§ Task: Please copy the records exactly as they appear, with all pictures left out.
(Beginning of Available records)
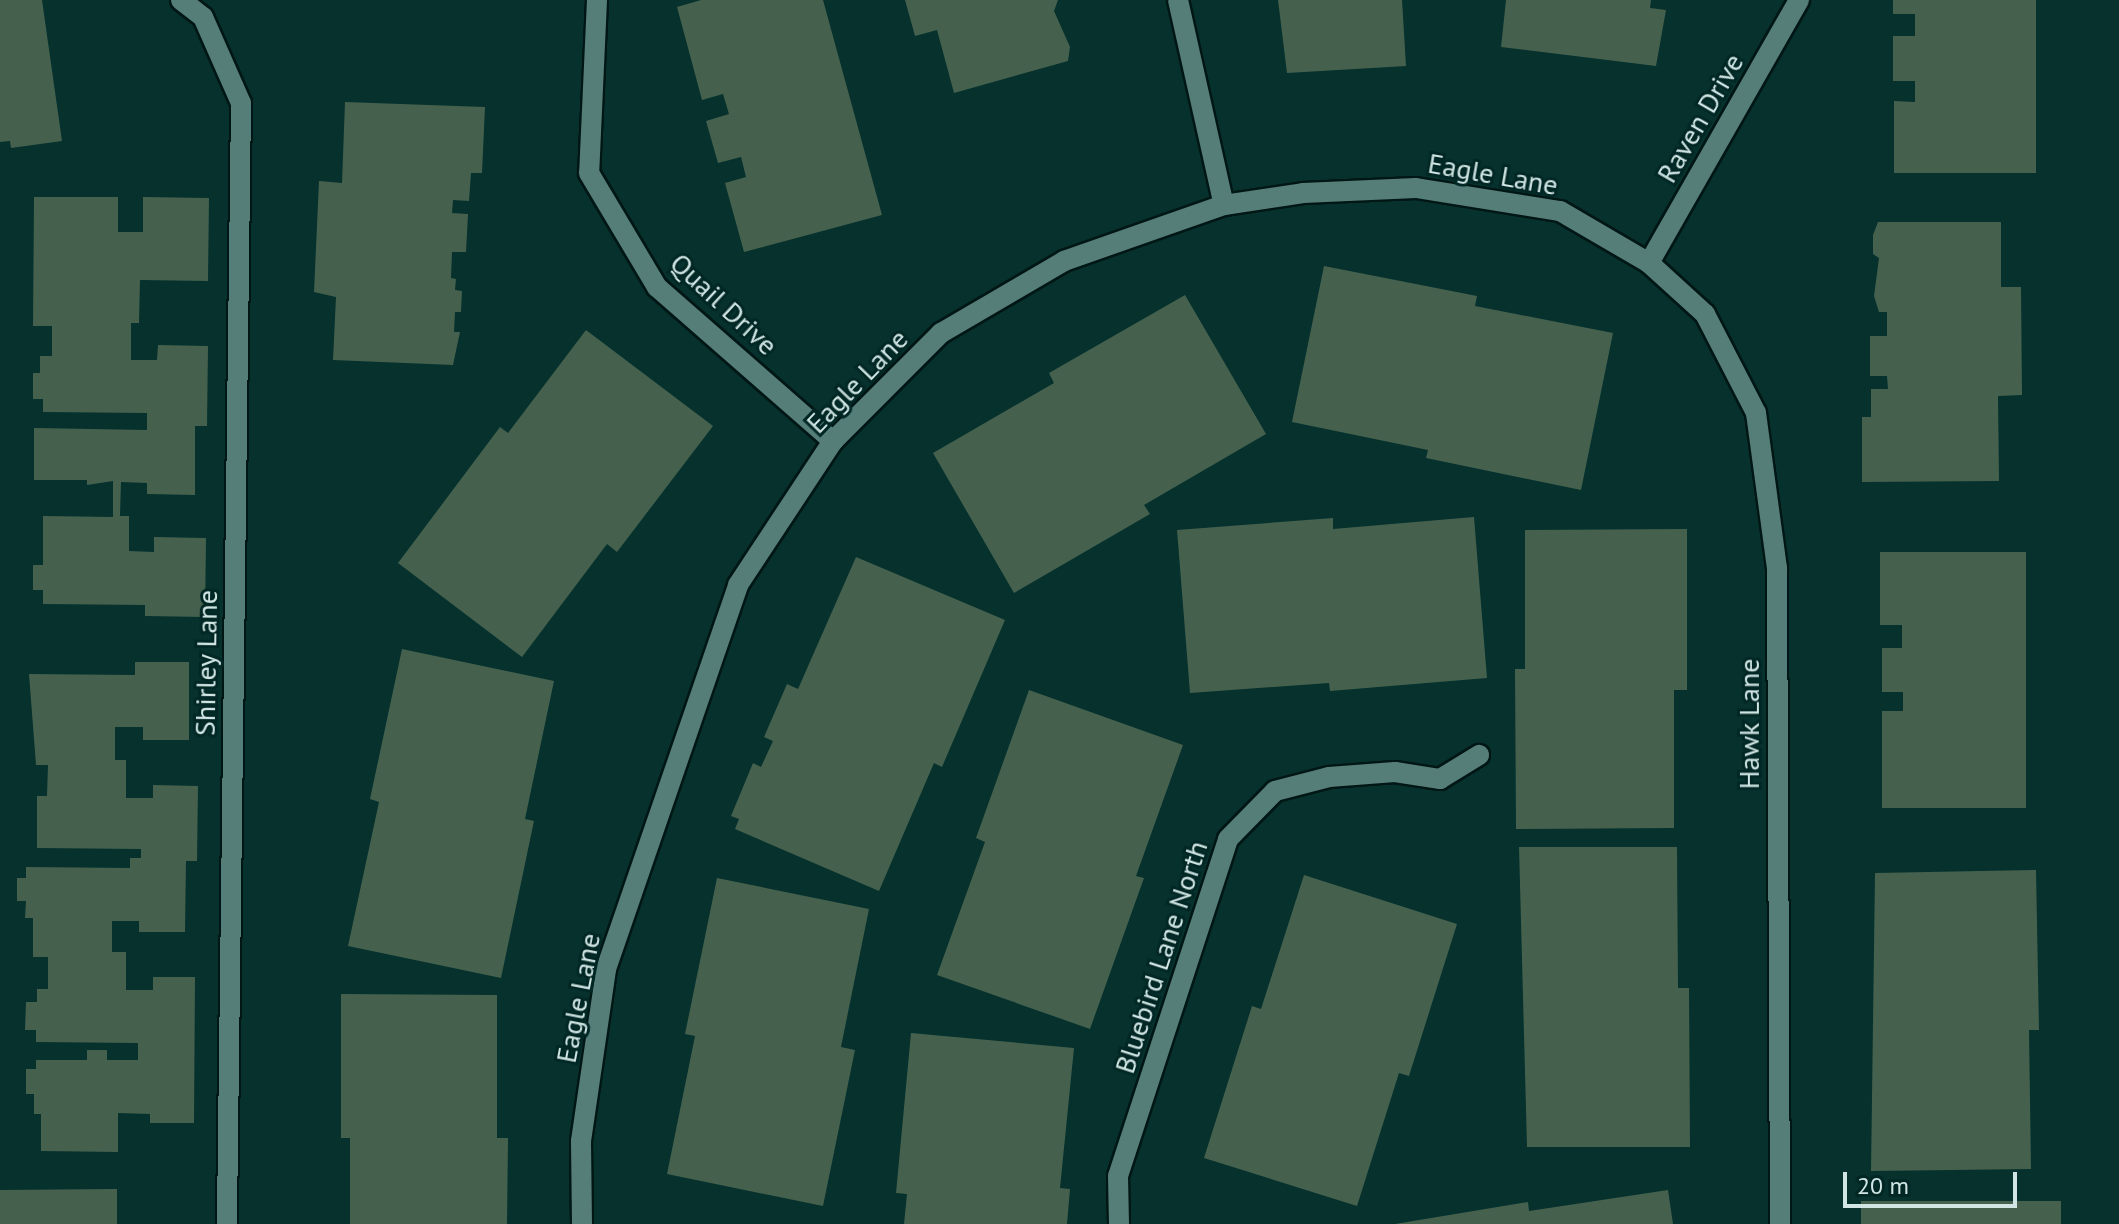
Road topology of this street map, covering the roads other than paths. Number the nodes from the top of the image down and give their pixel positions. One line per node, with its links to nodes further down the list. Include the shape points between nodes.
1 (181, 0): 9 (street, Shirley Lane, via 203,17 241,103)
2 (597, 0): 7 (street, Quail Drive, via 589,173 657,287)
3 (1178, 0): 5 (street)
4 (1799, 0): 6 (street, Raven Drive)
5 (1224, 205): 6 (street, Eagle Lane, via 1303,193 1416,188 1560,211); 7 (street, Eagle Lane, via 1064,261 941,333)
6 (1649, 263): 12 (street, Hawk Lane, via 1705,314 1756,413 1777,568)
7 (833, 441): 10 (street, Eagle Lane, via 738,585 606,969 581,1141)
8 (1479, 755): 11 (street, Bluebird Lane North, via 1440,779 1395,772 1329,777 1275,791 1228,839 1118,1176)
9 (227, 1224)
10 (582, 1224)
11 (1119, 1224)
12 (1780, 1224)

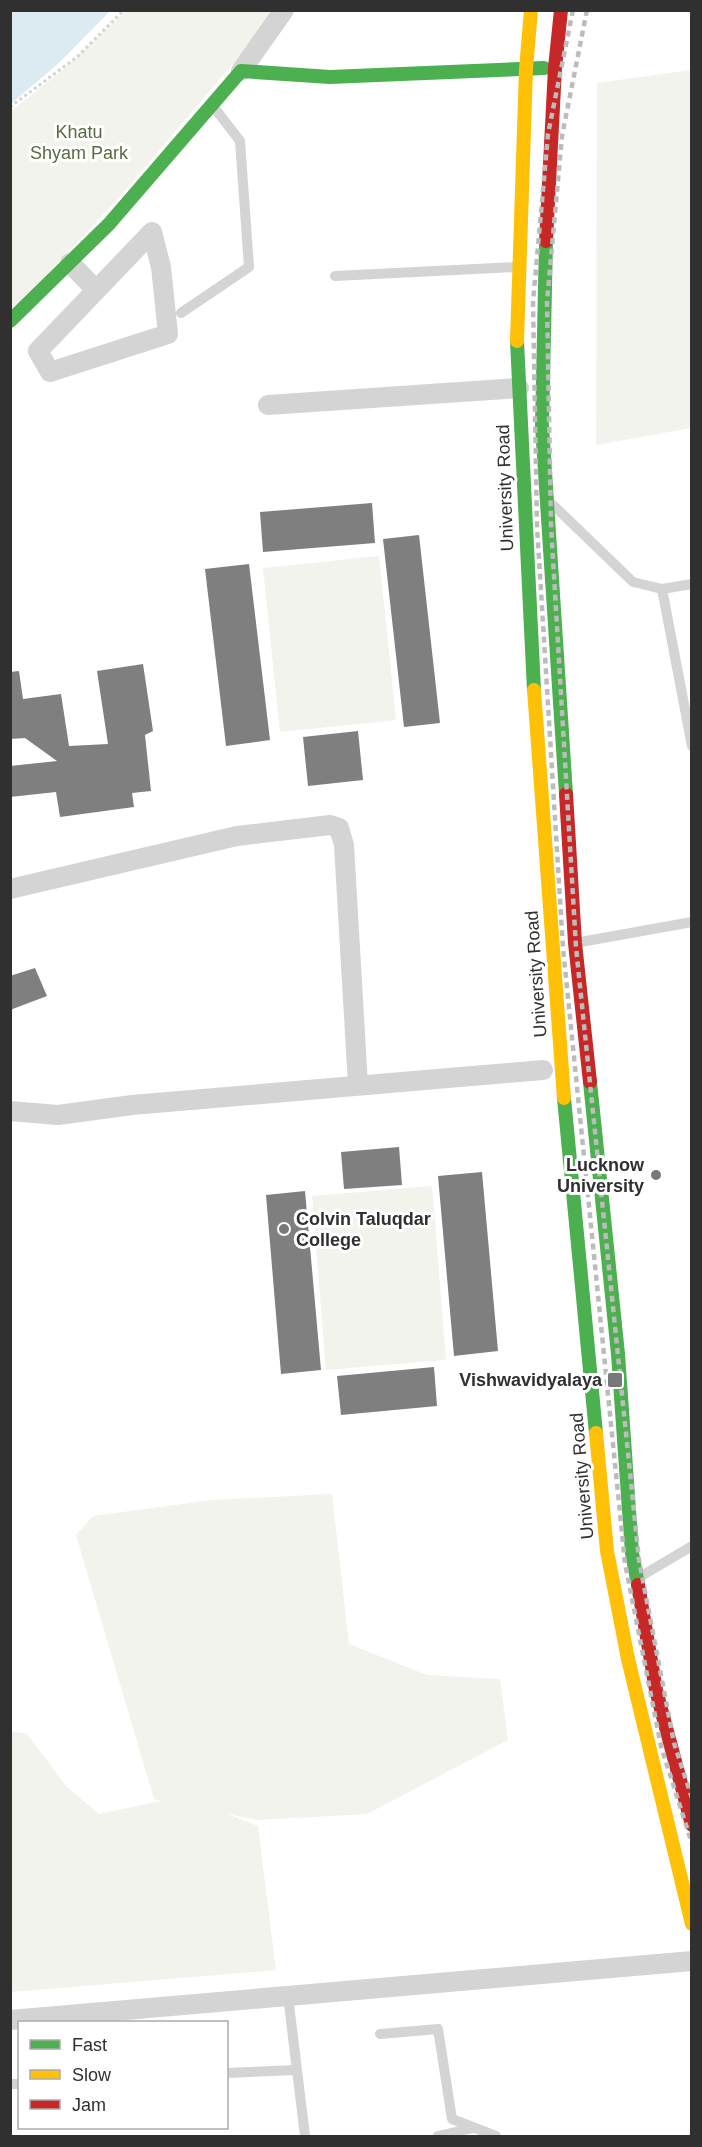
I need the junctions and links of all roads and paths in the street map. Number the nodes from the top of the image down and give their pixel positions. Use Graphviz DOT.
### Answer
(End of Available records)
§ Your response:
Road topology of this street map, covering the roads other than paths. Number the nodes from the top of the image down and give their pixel positions. One line per node, with its links to nodes further down the list. Include the shape points between nodes.
1 (181, 0): 9 (street, Shirley Lane, via 203,17 241,103)
2 (597, 0): 7 (street, Quail Drive, via 589,173 657,287)
3 (1178, 0): 5 (street)
4 (1799, 0): 6 (street, Raven Drive)
5 (1224, 205): 6 (street, Eagle Lane, via 1303,193 1416,188 1560,211); 7 (street, Eagle Lane, via 1064,261 941,333)
6 (1649, 263): 12 (street, Hawk Lane, via 1705,314 1756,413 1777,568)
7 (833, 441): 10 (street, Eagle Lane, via 738,585 606,969 581,1141)
8 (1479, 755): 11 (street, Bluebird Lane North, via 1440,779 1395,772 1329,777 1275,791 1228,839 1118,1176)
9 (227, 1224)
10 (582, 1224)
11 (1119, 1224)
12 (1780, 1224)

I need the junctions and links of all roads and paths in the street map. Number the nodes from the top of the image down and give their pixel positions. Use Graphviz DOT.
### Answer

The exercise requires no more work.